既存のセキュリティ環境を見直して「弱点」の補強を
Zeronaには、ここまでに説明したような「コード実行型攻撃」への防御機能に特化したエディションである「Zerona Z1」と、Z1の機能に加えて、3種類の高精度な検知エンジンを持つ「Zerona Z4」の、2つのラインアップが用意されている。
Zerona Z4では、コード実行型攻撃の検知や防御を行う「ZDP」と呼ばれるエンジン(Z1に搭載)に加え、マルウェアの静的な分析を行う「Static」、疑わしいプログラムをシステム上に構築した仮想環境上で実行してマルウェアかどうかの検知を行える「Sandbox」、実行プロセスの動作を監視して怪しい挙動をブロックする「HIPS」と呼ばれる、より高精度な検知エンジンを利用できる。既存の環境にZ1を導入し、その後必要に応じてZ4へと移行するといった運用も可能だ。
1ライセンスあたりの価格は、Zerona Z1(コード実行型攻撃防御のみ)が、5000円/年。Zerona Z4(コード実行型攻撃防御と3種の検知エンジン)が、1万円/年となっており、10ライセンスから導入できる。

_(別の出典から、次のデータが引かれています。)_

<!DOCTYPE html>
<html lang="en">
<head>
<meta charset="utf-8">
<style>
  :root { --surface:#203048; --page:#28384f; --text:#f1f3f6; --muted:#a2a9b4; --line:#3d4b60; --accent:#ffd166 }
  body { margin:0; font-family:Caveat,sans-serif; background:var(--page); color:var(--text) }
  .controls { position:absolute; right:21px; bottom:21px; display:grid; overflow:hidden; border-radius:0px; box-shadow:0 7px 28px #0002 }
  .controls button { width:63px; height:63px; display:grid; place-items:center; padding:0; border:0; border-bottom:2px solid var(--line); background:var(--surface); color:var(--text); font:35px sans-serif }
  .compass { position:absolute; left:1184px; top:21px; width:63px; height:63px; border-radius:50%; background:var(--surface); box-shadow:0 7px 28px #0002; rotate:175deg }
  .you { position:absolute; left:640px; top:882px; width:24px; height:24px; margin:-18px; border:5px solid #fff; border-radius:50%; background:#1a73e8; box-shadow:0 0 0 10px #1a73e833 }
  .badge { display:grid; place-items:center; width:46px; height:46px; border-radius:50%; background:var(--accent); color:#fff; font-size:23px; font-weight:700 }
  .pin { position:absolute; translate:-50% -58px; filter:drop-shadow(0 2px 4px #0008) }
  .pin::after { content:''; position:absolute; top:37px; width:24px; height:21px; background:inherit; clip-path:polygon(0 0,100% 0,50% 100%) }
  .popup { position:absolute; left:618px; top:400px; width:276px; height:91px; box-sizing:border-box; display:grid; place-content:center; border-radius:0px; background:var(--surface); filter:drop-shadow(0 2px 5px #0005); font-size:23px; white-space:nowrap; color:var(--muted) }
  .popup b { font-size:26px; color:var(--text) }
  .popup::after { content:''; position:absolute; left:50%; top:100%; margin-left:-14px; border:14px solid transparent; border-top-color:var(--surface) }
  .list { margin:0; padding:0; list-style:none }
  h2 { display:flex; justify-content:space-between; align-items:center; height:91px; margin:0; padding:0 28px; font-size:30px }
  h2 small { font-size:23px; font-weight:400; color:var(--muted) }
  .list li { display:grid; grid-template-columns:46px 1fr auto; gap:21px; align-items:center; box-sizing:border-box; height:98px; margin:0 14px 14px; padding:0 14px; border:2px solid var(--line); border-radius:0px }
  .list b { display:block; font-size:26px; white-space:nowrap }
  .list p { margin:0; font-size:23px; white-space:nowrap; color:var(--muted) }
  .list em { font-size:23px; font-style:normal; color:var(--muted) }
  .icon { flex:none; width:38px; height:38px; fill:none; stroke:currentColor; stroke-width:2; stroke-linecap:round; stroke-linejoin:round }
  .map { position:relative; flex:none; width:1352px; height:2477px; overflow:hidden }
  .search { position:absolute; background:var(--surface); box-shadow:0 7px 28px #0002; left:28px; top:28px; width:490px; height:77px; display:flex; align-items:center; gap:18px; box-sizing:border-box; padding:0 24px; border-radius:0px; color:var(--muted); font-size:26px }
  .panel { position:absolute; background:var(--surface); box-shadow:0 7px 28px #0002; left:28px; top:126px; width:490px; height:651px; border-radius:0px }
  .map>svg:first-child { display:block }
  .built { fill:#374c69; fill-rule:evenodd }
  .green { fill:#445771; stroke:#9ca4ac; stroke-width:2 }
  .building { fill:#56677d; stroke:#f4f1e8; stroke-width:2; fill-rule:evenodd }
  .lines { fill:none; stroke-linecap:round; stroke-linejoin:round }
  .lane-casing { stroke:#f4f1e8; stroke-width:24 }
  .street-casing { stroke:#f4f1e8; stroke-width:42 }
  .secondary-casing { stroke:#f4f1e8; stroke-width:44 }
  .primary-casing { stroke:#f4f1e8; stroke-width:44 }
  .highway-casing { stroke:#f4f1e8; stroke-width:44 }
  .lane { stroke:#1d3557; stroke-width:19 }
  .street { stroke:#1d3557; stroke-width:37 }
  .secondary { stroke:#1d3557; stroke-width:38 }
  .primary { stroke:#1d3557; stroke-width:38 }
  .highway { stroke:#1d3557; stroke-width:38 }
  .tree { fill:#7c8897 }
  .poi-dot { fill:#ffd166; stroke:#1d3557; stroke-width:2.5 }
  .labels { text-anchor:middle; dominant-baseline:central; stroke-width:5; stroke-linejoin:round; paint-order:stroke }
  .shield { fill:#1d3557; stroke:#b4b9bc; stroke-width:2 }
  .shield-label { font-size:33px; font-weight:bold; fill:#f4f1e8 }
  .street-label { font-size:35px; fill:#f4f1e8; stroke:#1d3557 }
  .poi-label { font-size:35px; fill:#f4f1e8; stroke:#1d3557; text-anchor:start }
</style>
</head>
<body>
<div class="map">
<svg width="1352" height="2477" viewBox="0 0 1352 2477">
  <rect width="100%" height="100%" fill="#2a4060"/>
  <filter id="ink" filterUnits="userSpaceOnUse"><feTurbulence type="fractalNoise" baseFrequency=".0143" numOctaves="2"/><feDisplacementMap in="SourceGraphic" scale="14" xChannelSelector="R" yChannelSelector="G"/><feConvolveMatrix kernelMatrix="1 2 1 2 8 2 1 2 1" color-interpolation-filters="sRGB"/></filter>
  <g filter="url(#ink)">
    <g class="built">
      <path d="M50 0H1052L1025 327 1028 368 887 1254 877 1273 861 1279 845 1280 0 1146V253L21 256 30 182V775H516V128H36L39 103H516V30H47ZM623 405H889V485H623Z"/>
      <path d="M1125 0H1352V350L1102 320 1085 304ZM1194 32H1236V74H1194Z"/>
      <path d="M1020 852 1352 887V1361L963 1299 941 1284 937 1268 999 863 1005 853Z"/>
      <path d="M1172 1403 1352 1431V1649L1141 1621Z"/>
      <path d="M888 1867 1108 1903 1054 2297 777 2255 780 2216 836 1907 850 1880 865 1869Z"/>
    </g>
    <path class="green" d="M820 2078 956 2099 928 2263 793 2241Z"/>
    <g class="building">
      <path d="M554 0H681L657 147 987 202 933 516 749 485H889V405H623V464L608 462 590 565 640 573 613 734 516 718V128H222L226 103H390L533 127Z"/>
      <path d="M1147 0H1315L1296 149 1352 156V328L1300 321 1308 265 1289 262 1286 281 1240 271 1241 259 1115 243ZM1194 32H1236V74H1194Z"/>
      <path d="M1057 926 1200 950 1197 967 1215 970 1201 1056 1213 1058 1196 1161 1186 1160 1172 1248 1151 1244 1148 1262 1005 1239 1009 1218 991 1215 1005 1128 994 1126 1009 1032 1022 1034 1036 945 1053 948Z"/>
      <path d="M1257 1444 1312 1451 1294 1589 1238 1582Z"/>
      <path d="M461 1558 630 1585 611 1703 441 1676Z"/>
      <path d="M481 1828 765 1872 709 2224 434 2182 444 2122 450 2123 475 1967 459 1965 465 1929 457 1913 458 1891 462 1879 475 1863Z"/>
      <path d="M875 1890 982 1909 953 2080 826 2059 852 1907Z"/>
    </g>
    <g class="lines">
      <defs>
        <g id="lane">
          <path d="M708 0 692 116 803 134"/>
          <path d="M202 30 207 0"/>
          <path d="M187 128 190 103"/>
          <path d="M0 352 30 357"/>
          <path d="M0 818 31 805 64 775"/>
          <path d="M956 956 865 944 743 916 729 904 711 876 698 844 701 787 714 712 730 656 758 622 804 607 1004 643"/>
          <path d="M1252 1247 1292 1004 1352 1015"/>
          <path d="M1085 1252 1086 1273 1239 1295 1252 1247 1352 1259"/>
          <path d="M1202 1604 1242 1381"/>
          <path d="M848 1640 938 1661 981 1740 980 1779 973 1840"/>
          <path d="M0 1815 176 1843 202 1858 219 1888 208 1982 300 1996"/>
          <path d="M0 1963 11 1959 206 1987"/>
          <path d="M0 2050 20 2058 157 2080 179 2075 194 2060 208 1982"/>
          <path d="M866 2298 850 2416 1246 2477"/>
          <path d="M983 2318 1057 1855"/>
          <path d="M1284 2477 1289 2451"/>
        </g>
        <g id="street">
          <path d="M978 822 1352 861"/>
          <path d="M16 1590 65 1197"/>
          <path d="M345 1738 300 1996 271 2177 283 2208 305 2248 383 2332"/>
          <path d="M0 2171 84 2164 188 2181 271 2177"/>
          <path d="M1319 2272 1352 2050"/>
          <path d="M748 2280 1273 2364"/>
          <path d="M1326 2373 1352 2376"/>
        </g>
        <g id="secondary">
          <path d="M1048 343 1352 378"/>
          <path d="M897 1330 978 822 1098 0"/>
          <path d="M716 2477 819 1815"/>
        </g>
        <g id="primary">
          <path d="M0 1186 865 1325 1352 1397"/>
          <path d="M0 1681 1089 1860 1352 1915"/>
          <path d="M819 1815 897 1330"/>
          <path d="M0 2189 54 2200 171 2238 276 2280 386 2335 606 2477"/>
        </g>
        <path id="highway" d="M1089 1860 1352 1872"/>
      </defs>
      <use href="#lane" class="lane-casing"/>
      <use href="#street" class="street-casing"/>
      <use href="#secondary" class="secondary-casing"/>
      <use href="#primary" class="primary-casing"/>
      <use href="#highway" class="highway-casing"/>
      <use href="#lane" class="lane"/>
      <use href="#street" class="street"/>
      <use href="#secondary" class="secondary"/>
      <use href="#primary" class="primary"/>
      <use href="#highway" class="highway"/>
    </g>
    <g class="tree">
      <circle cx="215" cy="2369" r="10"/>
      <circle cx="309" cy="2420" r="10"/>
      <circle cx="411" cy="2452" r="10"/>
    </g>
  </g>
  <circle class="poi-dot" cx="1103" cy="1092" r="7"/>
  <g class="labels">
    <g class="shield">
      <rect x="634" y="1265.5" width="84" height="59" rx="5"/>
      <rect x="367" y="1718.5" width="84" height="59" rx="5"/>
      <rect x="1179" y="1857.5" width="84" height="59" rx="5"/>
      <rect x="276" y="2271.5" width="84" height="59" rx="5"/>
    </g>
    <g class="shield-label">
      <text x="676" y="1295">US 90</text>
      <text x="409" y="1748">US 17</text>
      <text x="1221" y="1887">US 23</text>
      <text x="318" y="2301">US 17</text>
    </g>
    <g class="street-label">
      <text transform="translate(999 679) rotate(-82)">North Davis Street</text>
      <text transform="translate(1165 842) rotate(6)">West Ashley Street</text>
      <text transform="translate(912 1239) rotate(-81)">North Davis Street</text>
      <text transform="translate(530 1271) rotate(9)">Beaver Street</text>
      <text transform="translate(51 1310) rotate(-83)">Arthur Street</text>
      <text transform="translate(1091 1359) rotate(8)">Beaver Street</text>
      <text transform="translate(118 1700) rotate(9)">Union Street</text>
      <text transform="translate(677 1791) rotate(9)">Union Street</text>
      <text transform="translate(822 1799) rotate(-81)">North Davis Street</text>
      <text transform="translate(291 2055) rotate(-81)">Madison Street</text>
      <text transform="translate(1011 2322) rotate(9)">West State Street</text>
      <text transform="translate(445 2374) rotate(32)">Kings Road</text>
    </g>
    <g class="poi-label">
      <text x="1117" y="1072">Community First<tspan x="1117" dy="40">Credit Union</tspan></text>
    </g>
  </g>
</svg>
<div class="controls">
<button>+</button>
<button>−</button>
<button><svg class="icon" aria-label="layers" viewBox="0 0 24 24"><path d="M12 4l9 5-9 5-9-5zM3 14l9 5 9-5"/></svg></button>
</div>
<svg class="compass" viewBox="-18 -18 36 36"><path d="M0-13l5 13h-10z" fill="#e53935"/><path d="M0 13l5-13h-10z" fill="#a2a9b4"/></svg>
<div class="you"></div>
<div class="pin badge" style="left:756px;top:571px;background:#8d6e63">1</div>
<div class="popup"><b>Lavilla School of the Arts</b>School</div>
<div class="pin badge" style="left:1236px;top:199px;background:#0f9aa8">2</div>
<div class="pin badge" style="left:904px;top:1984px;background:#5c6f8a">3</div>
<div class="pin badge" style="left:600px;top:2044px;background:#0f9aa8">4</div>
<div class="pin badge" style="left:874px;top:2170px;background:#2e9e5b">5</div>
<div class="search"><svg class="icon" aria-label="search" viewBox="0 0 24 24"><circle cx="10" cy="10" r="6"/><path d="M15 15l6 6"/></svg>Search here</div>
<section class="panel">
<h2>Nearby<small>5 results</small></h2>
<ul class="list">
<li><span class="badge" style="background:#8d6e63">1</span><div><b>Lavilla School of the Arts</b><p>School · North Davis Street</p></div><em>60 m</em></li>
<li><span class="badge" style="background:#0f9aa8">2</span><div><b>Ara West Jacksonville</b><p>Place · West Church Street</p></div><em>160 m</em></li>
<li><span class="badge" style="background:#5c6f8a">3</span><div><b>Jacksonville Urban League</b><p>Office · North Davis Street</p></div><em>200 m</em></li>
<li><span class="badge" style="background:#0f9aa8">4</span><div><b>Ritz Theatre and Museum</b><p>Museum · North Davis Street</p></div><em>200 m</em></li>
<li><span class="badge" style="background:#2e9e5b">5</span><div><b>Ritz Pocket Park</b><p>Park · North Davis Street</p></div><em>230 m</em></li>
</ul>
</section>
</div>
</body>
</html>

ソリトンシステムズでは、Zeronaを同社のセキュリティソリューション「InfoTrace PLUS」の新たなラインアップとして位置づけている。InfoTrace PLUSは、これまでシングルサインオン、PC操作ログ、USBデバイス制御、資産管理などの、内部脅威に向けたセキュリティ製品シリーズとして展開されてきたが、ここにマルウェア対策であるZeronaが加わることで、内部脅威と外部脅威の両方に対応可能なソリューションへと発展する。
標的型攻撃に限らず、情報セキュリティ全般についていえることだが、すべての脅威に単独で対応できるような万能の製品は存在しない。自社の現状と、実施している対策がどのようなものかを改めて見直し、今後のセキュリティ施策をどう展開すべきかについて、改めて検討する機会をもってみてはどうだろうか。